Problem details:
The reply should hold only the lines below from the one with "Digitize the connectivity" to the end, each copied exactly.
┄┄┄┄┄┄
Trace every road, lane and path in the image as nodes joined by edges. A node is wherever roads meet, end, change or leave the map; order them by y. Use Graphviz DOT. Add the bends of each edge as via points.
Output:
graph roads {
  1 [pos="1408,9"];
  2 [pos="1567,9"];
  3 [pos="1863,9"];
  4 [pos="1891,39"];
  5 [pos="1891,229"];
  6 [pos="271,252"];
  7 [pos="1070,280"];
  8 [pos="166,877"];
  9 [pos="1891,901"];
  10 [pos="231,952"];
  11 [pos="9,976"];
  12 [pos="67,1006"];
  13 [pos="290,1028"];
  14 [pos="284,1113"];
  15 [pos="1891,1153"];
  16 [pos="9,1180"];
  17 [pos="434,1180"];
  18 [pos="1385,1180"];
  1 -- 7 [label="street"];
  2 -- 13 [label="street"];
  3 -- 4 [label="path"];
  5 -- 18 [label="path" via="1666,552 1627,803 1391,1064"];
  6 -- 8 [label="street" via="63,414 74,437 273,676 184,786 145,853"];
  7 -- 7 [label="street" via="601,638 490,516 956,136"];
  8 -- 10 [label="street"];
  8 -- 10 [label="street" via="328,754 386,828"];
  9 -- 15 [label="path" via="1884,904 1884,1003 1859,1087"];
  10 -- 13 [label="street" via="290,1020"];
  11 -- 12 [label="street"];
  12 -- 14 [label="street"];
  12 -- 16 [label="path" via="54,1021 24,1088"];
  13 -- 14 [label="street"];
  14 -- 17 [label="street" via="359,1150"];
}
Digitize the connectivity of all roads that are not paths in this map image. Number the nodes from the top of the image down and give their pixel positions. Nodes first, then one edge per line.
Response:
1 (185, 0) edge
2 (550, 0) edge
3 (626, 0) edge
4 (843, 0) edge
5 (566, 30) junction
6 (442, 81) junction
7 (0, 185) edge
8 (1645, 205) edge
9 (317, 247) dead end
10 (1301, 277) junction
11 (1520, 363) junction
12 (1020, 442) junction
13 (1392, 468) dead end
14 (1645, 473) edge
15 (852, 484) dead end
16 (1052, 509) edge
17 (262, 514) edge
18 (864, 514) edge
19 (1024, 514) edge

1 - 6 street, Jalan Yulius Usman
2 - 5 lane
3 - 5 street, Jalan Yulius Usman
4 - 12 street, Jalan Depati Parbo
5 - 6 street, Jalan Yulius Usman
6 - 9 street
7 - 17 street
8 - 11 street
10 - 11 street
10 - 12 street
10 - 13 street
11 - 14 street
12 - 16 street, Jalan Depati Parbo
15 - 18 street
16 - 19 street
┄┄┄┄┄┄
Output of the exercise:
Digitize the connectivity of all roads that are not paths in this map image. Number the nodes from the top of the image down and give their pixel positions. Nodes first, then one edge per line.
Response:
1 (185, 0) edge
2 (550, 0) edge
3 (626, 0) edge
4 (843, 0) edge
5 (566, 30) junction
6 (442, 81) junction
7 (0, 185) edge
8 (1645, 205) edge
9 (317, 247) dead end
10 (1301, 277) junction
11 (1520, 363) junction
12 (1020, 442) junction
13 (1392, 468) dead end
14 (1645, 473) edge
15 (852, 484) dead end
16 (1052, 509) edge
17 (262, 514) edge
18 (864, 514) edge
19 (1024, 514) edge

1 - 6 street, Jalan Yulius Usman
2 - 5 lane
3 - 5 street, Jalan Yulius Usman
4 - 12 street, Jalan Depati Parbo
5 - 6 street, Jalan Yulius Usman
6 - 9 street
7 - 17 street
8 - 11 street
10 - 11 street
10 - 12 street
10 - 13 street
11 - 14 street
12 - 16 street, Jalan Depati Parbo
15 - 18 street
16 - 19 street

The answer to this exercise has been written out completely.